ABOUT THIS EXERCISE. State how many lines of the entries include the string "藤沢街道", please, leaving out everything but the number.

EXERCISE DATA.
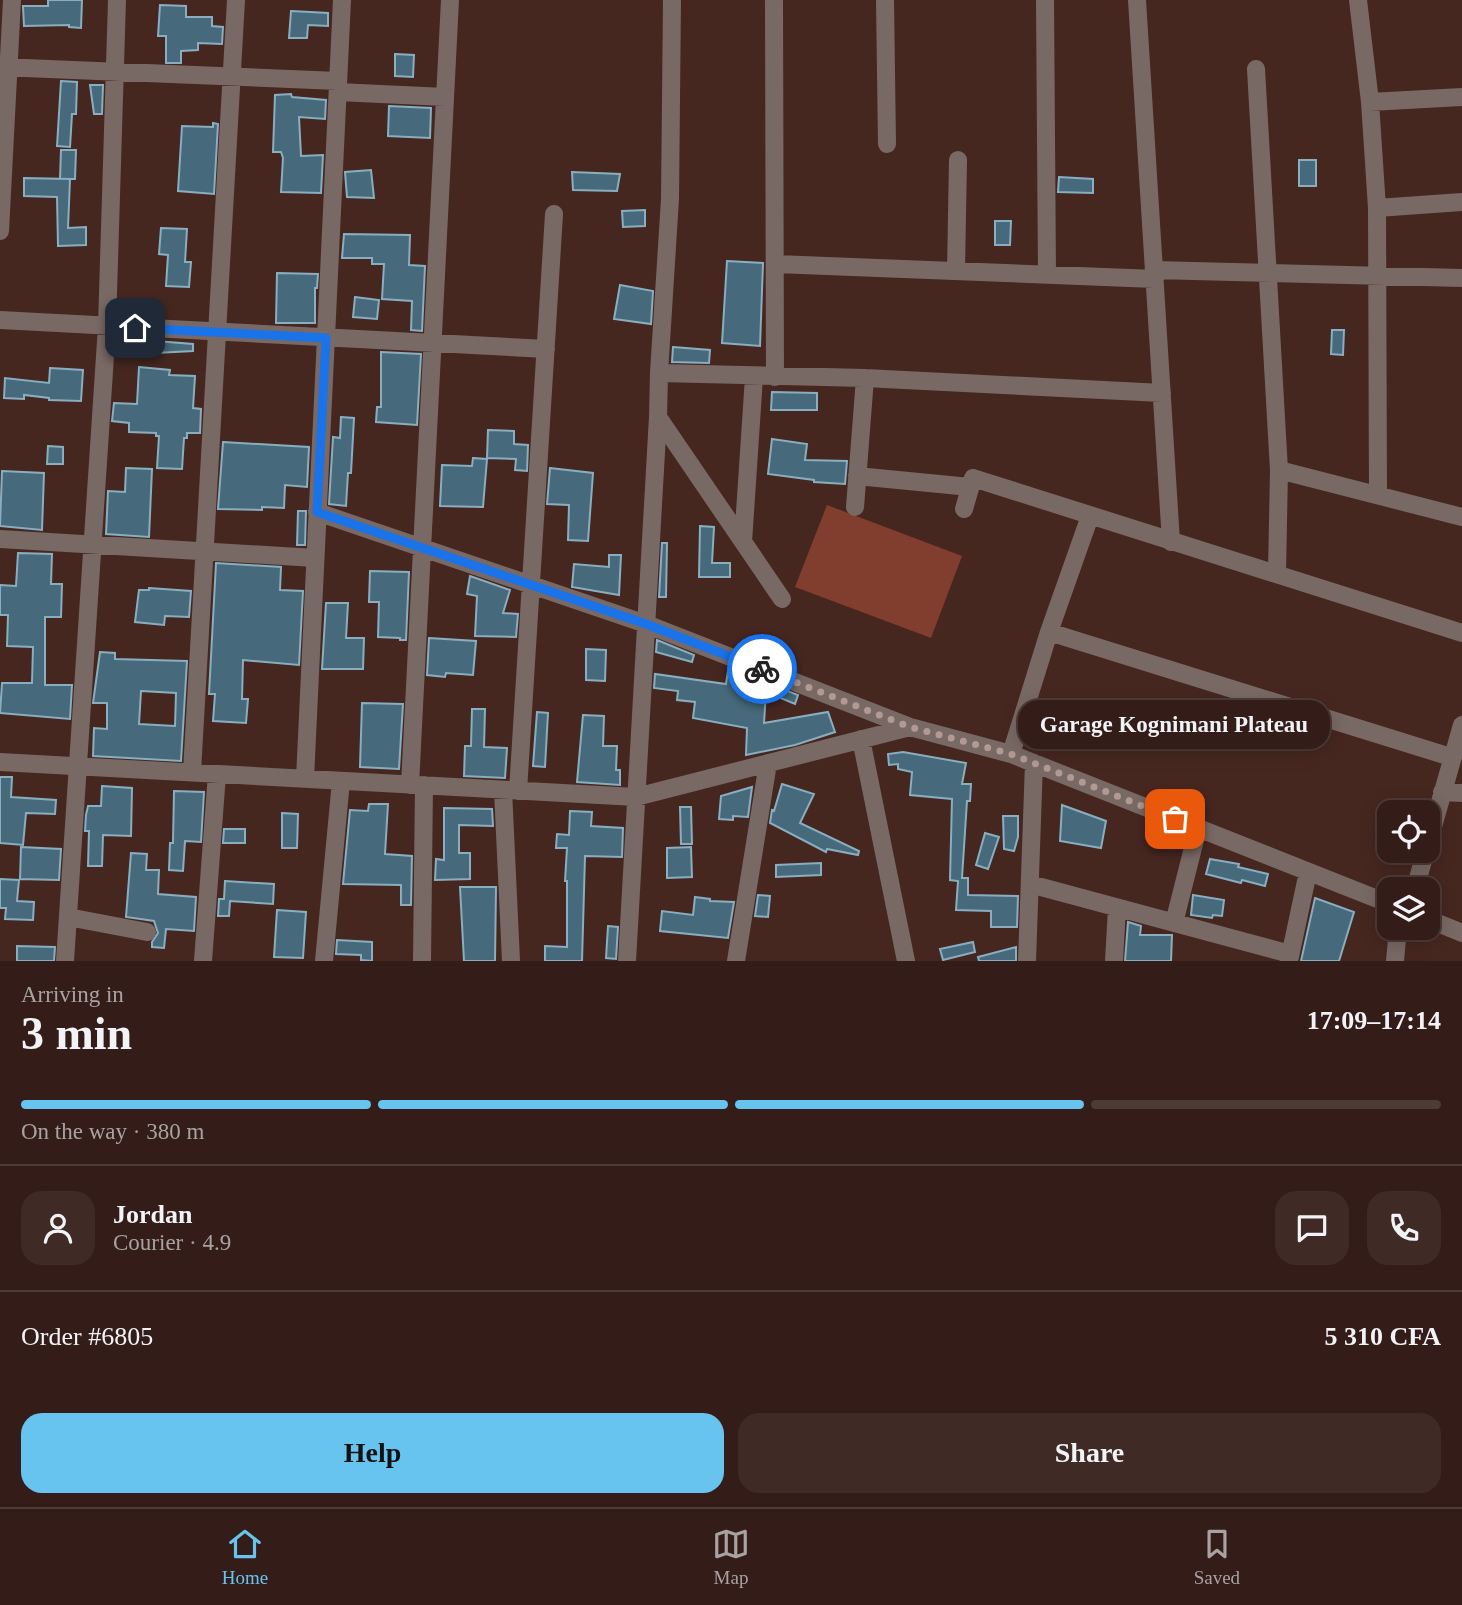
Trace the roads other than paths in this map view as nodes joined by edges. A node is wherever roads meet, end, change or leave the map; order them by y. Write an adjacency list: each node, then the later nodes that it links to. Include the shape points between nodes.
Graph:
1 (12, 0): 12 (street)
2 (117, 0): 14 (street)
3 (236, 0): 15 (street)
4 (342, 0): 16 (street)
5 (450, 0): 17 (street)
6 (672, 0): 39 (street, via 670,199)
7 (774, 0): 26 (street)
8 (885, 0): 20 (street)
9 (1045, 0): 30 (street)
10 (1137, 0): 29 (street)
11 (1358, 0): 19 (street)
12 (4, 67): 14 (street); 25 (street)
13 (1255, 69): 28 (street)
14 (115, 72): 15 (street); 34 (street)
15 (233, 77): 16 (street); 35 (street)
16 (338, 86): 17 (street); 36 (street)
17 (445, 97): 37 (street)
18 (1462, 97): 19 (street)
19 (1370, 102): 23 (street)
20 (887, 144)
21 (958, 160): 27 (street)
22 (1462, 202): 23 (street)
23 (1377, 208): 31 (street)
24 (554, 214): 38 (street)
25 (0, 231)
26 (776, 264): 27 (street); 41 (street)
27 (957, 271): 30 (street)
28 (1267, 273): 29 (street); 31 (street); 45 (street)
29 (1154, 274): 30 (street); 43 (street)
30 (1047, 275)
31 (1377, 277): 32 (street); 48 (street)
32 (1462, 278)
33 (0, 320): 34 (street)
34 (107, 326): 35 (street); 57 (street)
35 (218, 332): 36 (street); 59 (street)
36 (326, 338): 37 (street); 51 (street)
37 (433, 343): 38 (street); 58 (street)
38 (546, 349): 62 (street)
39 (659, 373): 40 (street); 44 (street)
40 (754, 377): 41 (street); 55 (street)
41 (775, 377): 42 (street)
42 (865, 378): 43 (street); 46 (street)
43 (1162, 393): 56 (street)
44 (658, 417): 55 (street); 64 (street)
45 (1279, 470): 48 (street); 61 (street)
46 (857, 476): 47 (street); 49 (street)
47 (970, 487): 50 (street); 52 (street, via 973,478)
48 (1378, 495): 53 (street)
49 (855, 507)
50 (964, 509)
51 (317, 512): 58 (street); 60 (street)
52 (1090, 516): 56 (street); 65 (street)
53 (1462, 517)
54 (0, 539): 57 (street)
55 (743, 542): 63 (street)
56 (1171, 542): 61 (street)
57 (93, 545): 59 (street); 75 (street)
58 (422, 548): 62 (street); 80 (street)
59 (205, 552): 60 (street); 76 (street)
60 (315, 558): 78 (street)
61 (1277, 574): 66 (street)
62 (531, 585): 64 (street); 81 (street)
63 (782, 599)
64 (646, 624): 68 (street); 84 (street)
65 (1049, 632): 70 (street); 71 (street)
66 (1462, 633)
67 (1462, 725): 71 (street)
68 (910, 727): 69 (street); 70 (street)
69 (861, 740): 74 (street); 105 (street)
70 (1011, 754): 73 (street)
71 (1451, 757): 82 (street)
72 (0, 762): 75 (street)
73 (1034, 763): 86 (street); 88 (street)
74 (768, 764): 84 (street); 104 (street)
75 (78, 766): 76 (street); 91 (street)
76 (192, 772): 77 (street)
77 (217, 774): 78 (street); 99 (street)
78 (304, 779): 79 (street)
79 (341, 781): 80 (street); 100 (street)
80 (417, 785): 81 (street); 101 (street)
81 (511, 790): 84 (street); 102 (street)
82 (1443, 792): 83 (street); 85 (street)
83 (1462, 793)
84 (636, 797): 103 (street)
85 (1440, 802)
86 (1198, 828): 87 (street); 92 (street)
87 (1308, 872): 89 (street); 97 (street)
88 (1030, 884): 90 (street); 106 (street)
89 (1377, 899)
90 (1116, 908): 92 (street); 107 (street)
91 (68, 917): 94 (street); 98 (street)
92 (1174, 923): 97 (street)
93 (1440, 924): 95 (street)
94 (147, 932)
95 (1462, 933)
96 (1397, 940): 108 (street)
97 (1290, 957)
98 (65, 961)
99 (203, 961)
100 (324, 961)
101 (422, 961)
102 (511, 961)
103 (627, 961)
104 (736, 961)
105 (906, 961)
106 (1027, 961)
107 (1114, 961)
108 (1395, 961)

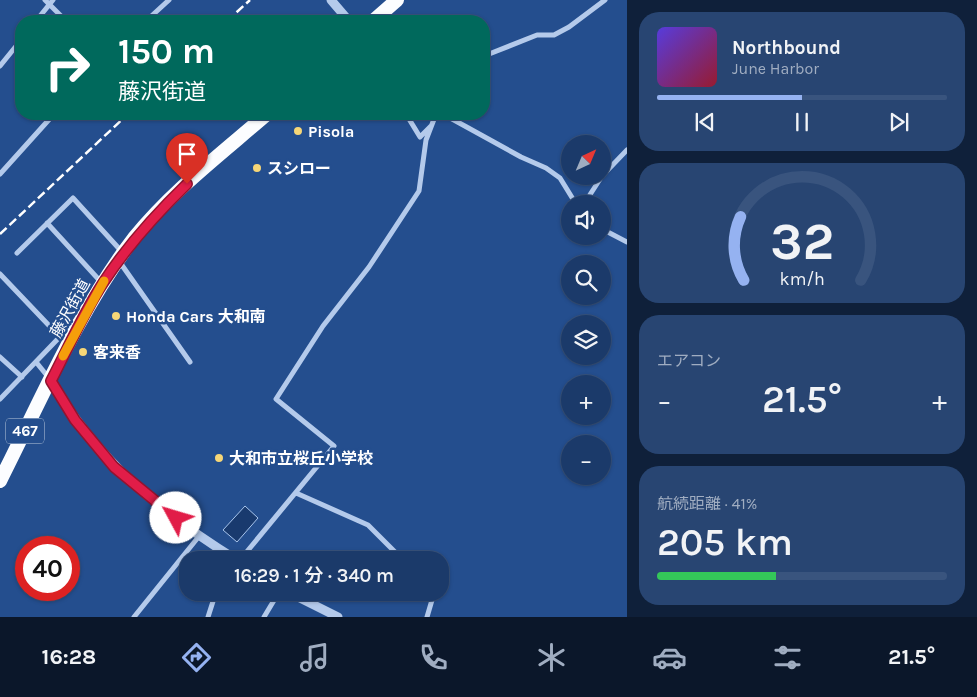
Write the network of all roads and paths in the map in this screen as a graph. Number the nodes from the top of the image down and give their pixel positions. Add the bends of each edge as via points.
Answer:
1 (168, 0) edge
2 (331, 0) edge
3 (397, 0) edge
4 (605, 0) edge
5 (49, 1) edge
6 (40, 15) edge
7 (61, 15) edge
8 (152, 15) edge
9 (344, 15) edge
10 (380, 15) edge
11 (15, 47) edge
12 (490, 54) edge
13 (0, 66) edge
14 (49, 120) edge
15 (261, 120) edge
16 (410, 120) edge
17 (434, 120) edge
18 (454, 120) edge
19 (432, 125) junction
20 (627, 150) edge
21 (611, 167) edge
22 (0, 174) edge
23 (570, 195) edge
24 (47, 223) junction
25 (611, 234) edge
26 (627, 242) edge
27 (16, 253) dead end
28 (121, 257) junction
29 (6, 268) dead end
30 (0, 274) edge
31 (102, 284) junction
32 (85, 315) junction
33 (59, 336) junction
34 (0, 357) edge
35 (36, 362) junction
36 (190, 362) dead end
37 (22, 377) junction
38 (51, 381) junction
39 (0, 399) edge
40 (0, 481) edge
41 (296, 492) junction
42 (200, 534) junction
43 (224, 551) edge
44 (243, 551) edge
45 (394, 551) edge
46 (213, 601) edge
47 (274, 601) edge
48 (306, 601) edge
49 (432, 601) edge
50 (134, 617) edge
51 (208, 617) edge
52 (264, 617) edge
53 (338, 617) edge
54 (427, 617) edge

1 - 8 street
2 - 9 street
3 - 10 highway
4 - 12 street via 554,35 537,35
5 - 6 street
5 - 7 street
11 - 13 street
14 - 22 street
15 - 28 highway, 藤沢街道 / 467 via 157,212
16 - 19 street via 420,137
17 - 19 street
18 - 23 street via 546,168 560,178
19 - 41 street via 426,140 419,190 369,268 323,326 276,399 334,446
20 - 21 street
24 - 27 street
24 - 28 street via 73,198
24 - 31 street
25 - 26 street
28 - 31 highway, 藤沢街道 / 467
28 - 36 street
29 - 30 street
30 - 33 street
31 - 32 highway, 藤沢街道 / 467
32 - 33 street
32 - 38 highway, 藤沢街道 / 467
33 - 35 street
34 - 37 street
35 - 37 street
35 - 38 street
37 - 39 street
38 - 40 highway, 藤沢街道 / 467
38 - 42 street via 75,420 114,467
41 - 44 street
41 - 45 street via 368,525
42 - 43 street
42 - 50 street
46 - 51 street
47 - 52 street
48 - 53 street
49 - 54 street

SOLUTION FOR THIS TASK. 5